L’indépendance de la Catalogne

Par Lundi 24 juillet 2017 Permalink 1

Les indépendantistes de Catalogne veulent organiser dans un peu plus de deux mois un référendum d’autodétermination. Les instances européennes sont vent debout contre cette initiative et font déjà sonner la charge dans la presse espagnole pour décrédibiliser le résultat attendu. De soi-disant intellectuels ibériques même catalans à la solde de l’Union Européenne, tous ces médias, ces metteurs en scène, ces think tank qui ne vivent que de subventions de Bruxelles, sont appelés à la rescousse pour prêcher la bonne parole unioniste.

Ils n’y vont pas de main morte et ne donnent pas dans la demi-mesure.
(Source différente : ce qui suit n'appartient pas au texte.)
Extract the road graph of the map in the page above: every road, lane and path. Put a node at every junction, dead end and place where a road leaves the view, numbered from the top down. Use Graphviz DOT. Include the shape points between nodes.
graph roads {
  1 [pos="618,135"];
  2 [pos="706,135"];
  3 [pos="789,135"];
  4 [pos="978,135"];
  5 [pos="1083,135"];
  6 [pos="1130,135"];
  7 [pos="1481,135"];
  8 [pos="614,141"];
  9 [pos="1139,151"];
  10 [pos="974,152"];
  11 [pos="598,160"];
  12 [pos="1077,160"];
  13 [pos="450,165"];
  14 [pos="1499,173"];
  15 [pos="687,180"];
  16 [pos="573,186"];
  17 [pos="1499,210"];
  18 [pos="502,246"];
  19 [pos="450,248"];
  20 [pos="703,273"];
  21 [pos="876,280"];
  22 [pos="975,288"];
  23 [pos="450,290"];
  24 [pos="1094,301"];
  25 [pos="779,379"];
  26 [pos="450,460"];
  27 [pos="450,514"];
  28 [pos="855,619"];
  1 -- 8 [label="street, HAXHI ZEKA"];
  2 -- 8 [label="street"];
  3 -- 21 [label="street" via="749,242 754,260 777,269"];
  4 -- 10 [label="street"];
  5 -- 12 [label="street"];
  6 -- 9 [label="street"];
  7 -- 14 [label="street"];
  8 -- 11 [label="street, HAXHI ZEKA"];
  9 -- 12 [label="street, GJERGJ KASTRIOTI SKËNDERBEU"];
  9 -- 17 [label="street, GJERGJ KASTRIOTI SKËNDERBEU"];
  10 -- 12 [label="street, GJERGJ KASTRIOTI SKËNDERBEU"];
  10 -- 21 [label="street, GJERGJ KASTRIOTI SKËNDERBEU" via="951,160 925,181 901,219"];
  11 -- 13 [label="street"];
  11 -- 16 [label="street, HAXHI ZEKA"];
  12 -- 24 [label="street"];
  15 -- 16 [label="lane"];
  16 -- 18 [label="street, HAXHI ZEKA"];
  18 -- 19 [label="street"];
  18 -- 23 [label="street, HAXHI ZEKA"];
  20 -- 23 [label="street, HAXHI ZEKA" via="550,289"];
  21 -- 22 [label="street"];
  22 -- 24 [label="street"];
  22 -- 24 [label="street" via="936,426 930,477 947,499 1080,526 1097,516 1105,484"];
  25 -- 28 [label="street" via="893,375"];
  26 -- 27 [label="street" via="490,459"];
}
El Pais (tu m’étonnes!) s’en fait l’écho, parlant d' »incompatibilité avec l’état de droit » ou de « processus dévoyé par le nationalisme », rien que ça! Evidemment la notion même de référendum est remise en cause et traitée de processus non démocratique. Plus c’est gros plus ça passe! De curieux sondages qui seraient plus révélateurs (!) proclament très précisément que 49,4% des catalans seraient contre l’indépendance et que 41,6% seraient pour. Mais il semblerait que dans les 49,4% de contre l’indépendance, une grande partie de ces électeurs seraient si peu contre qu’ils n’iraient pas voter et que les gens favorables à celle-ci l’emporteraient largement. Autant dire que le sondage est plus un outil de propagande que le témoignage de l’état d’esprit de l’opinion…

Ensuite comme toujours, il y a les menaces si les catalans votent mal. Il s’agirait d' »une victoire à la Pyrrhus » donc entraînant de lourdes pertes pour le vainqueur, pertes non précisées, avec des « lendemains incertains ».

L’intangibilité des frontières voulue par l’Union Européenne est au cœur de la problématique. Leur porosité est la garantie de la mondialisation, thème principal de l’UE. Pas question qu’une province où qu’elle soit, vienne verrouiller les siennes. C’est bien parce que les frontières européennes ne servent à rien qu’il faut absolument les garder en l’état. L’Europe ne peut devenir une grande tambouille où tout est mélangé, où le monde entier s’y déverse que si les particularismes régionaux ne la ramènent pas!

La Catalogne croit en sa force, en son identité. Pour l’Europe et ses caciques, ce n’est rien d’autre qu’une hérésie.